Cava1 (Salerne), 27 juin 1866

C’est en arrivant à Naples que j’ai reçu votre lettre, mon cher monsieur de Falloux. Votre lettre excellente si consolante, si précieuse pour moi ! Je n’ai pu vous ne répondre comme je l’aurais voulu, le jour même. Mais maintenant que me voici parvenu dans ma retraite, j’ai besoin de vous dire, à tête reposée, tout le bien que vous m’avez fait. Il y a eu en moi et autour de moi tant de difficultés à vaincre, tant de répugnances et d’obstacles à surmonter pour accomplir ma tâche qu’il m’est impossible de vous dire quelle est la valeur d’une approbation telle que la vôtre. Je vous l’avoue, je n’ai jamais craint que l’on me reprochat de m’être trompée en trouvant belles toutes ces pages demeurées entre mes mains. Mais l’autre question plus douteuse, plus délicate, la question de convenance, d’opportunité de respect pour mes propres souvenirs qui aurait pu m’inspirer celui du silence. Je n’ai pu la trancher sans conserver à cet égard une anxiété que la moindre parole réveille. Votre lettre la résout cette fois d’une façon si calmante que je ne crois plus pouvoir retomber dans aucun doute. Quelque soient les opinions contraires qui me reviendront d’un côté ou de l’autre. En tout cas je vous remercie de tout mon cœur de m’avoir dit ce qu’il m’est si doux que vous pensiez. Et je garde votre lettre pour la relire si jamais je reprends ou si l’on me rend la crainte d’avoir mal fait.

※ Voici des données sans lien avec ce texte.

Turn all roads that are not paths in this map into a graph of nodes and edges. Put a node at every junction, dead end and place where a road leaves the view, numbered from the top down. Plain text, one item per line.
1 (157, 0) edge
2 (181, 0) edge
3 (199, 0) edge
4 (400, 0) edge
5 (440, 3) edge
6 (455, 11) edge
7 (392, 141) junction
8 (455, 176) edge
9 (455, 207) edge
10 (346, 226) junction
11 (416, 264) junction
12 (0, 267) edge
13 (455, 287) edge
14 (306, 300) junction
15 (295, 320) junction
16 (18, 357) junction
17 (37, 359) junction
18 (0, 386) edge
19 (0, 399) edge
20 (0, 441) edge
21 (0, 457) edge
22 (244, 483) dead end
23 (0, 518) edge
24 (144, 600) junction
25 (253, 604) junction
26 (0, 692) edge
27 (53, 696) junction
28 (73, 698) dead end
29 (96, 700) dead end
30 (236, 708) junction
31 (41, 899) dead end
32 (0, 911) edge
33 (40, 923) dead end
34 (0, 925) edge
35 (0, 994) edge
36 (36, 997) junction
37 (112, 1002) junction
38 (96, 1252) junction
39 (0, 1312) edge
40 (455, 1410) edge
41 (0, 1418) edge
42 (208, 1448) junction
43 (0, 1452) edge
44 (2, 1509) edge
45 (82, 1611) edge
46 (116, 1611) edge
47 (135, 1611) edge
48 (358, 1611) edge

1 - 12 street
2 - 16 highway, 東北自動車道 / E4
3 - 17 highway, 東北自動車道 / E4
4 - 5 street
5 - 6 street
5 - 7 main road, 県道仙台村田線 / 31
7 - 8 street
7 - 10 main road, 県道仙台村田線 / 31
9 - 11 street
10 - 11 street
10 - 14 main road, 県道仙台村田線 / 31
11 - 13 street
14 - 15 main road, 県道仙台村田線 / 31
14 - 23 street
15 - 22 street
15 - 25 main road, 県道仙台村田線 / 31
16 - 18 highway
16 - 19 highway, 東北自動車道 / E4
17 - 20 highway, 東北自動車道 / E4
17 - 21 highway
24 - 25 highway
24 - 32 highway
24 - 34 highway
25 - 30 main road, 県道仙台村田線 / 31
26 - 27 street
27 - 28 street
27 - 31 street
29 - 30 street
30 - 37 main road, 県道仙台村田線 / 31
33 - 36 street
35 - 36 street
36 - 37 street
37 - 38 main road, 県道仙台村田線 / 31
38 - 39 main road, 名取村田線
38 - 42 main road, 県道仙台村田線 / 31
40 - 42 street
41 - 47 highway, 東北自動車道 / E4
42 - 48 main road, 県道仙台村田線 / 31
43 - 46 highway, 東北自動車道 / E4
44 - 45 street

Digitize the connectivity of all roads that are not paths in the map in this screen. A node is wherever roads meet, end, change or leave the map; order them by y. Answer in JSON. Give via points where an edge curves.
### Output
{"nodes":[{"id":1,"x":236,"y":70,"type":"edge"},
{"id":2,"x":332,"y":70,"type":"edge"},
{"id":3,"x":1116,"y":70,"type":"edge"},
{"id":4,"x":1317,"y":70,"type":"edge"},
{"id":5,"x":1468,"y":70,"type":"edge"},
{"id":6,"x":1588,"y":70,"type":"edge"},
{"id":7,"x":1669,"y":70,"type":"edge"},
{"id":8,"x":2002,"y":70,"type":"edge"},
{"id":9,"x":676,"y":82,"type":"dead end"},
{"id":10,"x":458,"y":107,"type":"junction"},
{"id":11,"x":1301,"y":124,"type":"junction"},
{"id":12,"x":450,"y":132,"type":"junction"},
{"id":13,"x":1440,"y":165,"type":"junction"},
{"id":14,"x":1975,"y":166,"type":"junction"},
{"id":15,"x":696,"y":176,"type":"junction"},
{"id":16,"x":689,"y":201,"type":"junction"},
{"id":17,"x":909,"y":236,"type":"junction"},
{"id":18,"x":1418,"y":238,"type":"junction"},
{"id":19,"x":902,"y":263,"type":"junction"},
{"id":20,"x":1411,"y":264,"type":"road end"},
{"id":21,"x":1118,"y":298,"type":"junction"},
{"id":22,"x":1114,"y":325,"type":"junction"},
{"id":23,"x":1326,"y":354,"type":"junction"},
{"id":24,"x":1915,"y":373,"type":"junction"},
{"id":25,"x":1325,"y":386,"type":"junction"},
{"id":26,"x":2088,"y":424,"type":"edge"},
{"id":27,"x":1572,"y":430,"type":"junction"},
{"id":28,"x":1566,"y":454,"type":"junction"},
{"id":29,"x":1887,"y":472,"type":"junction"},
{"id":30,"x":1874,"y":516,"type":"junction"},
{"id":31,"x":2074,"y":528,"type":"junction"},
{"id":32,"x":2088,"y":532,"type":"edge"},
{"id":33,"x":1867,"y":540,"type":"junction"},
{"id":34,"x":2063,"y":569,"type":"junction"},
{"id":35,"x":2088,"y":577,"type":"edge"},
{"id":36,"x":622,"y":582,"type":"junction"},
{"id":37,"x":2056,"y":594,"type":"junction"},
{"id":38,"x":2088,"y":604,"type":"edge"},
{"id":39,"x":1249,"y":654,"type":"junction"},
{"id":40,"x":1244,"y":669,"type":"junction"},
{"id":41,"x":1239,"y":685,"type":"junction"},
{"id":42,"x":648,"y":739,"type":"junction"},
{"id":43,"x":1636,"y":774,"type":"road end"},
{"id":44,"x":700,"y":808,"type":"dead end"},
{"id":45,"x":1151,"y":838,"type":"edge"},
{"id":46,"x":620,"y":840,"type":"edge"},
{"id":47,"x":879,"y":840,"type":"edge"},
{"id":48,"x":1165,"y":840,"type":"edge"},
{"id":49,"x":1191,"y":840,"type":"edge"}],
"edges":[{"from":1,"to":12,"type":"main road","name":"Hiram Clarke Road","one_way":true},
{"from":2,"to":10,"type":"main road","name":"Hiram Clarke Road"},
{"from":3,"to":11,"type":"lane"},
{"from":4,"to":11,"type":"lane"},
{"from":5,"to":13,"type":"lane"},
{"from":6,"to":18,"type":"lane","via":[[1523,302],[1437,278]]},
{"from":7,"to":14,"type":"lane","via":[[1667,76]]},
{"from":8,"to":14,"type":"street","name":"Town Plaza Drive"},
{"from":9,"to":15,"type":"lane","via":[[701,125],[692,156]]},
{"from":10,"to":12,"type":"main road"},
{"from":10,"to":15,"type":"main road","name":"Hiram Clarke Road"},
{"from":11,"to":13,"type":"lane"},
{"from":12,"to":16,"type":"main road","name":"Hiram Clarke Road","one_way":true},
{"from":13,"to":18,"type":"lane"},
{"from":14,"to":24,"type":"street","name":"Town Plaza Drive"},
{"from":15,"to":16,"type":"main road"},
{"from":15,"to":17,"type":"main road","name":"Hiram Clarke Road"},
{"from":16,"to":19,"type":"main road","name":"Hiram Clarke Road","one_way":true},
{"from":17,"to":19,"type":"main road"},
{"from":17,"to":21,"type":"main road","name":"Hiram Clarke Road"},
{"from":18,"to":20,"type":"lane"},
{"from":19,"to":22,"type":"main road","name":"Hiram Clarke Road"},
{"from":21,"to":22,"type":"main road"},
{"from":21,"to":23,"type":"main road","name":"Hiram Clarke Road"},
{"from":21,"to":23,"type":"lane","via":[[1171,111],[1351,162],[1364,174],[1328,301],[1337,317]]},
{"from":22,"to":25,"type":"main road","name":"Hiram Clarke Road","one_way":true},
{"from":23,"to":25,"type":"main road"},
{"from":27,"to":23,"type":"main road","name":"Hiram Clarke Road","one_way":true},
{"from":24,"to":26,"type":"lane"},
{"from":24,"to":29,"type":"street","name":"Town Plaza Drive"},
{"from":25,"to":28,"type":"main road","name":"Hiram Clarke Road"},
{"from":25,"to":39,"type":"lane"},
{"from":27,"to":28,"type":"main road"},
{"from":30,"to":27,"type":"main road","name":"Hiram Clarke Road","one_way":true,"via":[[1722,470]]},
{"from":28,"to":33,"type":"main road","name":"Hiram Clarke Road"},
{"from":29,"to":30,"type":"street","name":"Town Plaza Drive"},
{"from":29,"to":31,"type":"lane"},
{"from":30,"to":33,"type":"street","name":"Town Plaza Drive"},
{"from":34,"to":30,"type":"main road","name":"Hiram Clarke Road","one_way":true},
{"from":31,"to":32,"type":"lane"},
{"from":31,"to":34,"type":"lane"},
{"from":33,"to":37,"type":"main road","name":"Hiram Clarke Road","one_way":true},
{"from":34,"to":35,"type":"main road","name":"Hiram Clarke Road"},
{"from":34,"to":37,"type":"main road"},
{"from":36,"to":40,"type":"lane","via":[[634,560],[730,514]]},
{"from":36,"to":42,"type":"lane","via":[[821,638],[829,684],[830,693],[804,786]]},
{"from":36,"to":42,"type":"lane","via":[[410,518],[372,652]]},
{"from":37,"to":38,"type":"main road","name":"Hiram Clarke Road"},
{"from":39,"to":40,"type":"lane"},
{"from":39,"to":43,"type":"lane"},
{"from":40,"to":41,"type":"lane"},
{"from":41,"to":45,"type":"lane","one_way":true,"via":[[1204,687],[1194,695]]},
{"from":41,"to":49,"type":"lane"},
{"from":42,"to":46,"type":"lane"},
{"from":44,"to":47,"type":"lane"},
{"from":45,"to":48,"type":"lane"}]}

Tandis que je vous crois dans le profond silence, d’un lieu que je crois être le plus beau de ce beau pays aussi le plus paisible. La guerre a commencé son œuvre ! Et les premières nouvelles qui nous parviennent aujourd’hui ne sont pas favorables aux armées italiennes. Vous en aurez de la joie je le sais bien. Il est probable que lorsque cette lettre vous parviendra les événements auront marché et tout sera peut-être décidé. Je vous fais donc grâce des réflexions et d’appréhensions qui n’auront plus le moindre à propos. Mais on ne peut être aussi voisine que je le suis d’une pareille lutte sans ressentir une émotion qui jure simplement avec le repos profond le silence de cette belle nature.

M. Nacé est en ce moment aller chercher les nouvelles à Naples mais il m’a bien recommandé de ne pas l’oublier. Il est plus facile de dénier à l’Autriche la victoire partout que de la vouloir, comme moi victorieuse en Allemagne et vaincue en Italie. Toutefois l’embarras d’un succès complet de l’Autriche de ce côté-ci des Alpes serait si grand qu’il me semble impossible de le souhaiter. Mais peut-être suis-je influencé par l’atmosphère que j’ai trouvé pour parvenir jusqu’ici. Enfin <deux mots illisibles> en répondant à votre lettre dont il a été heureux autant que moi-même.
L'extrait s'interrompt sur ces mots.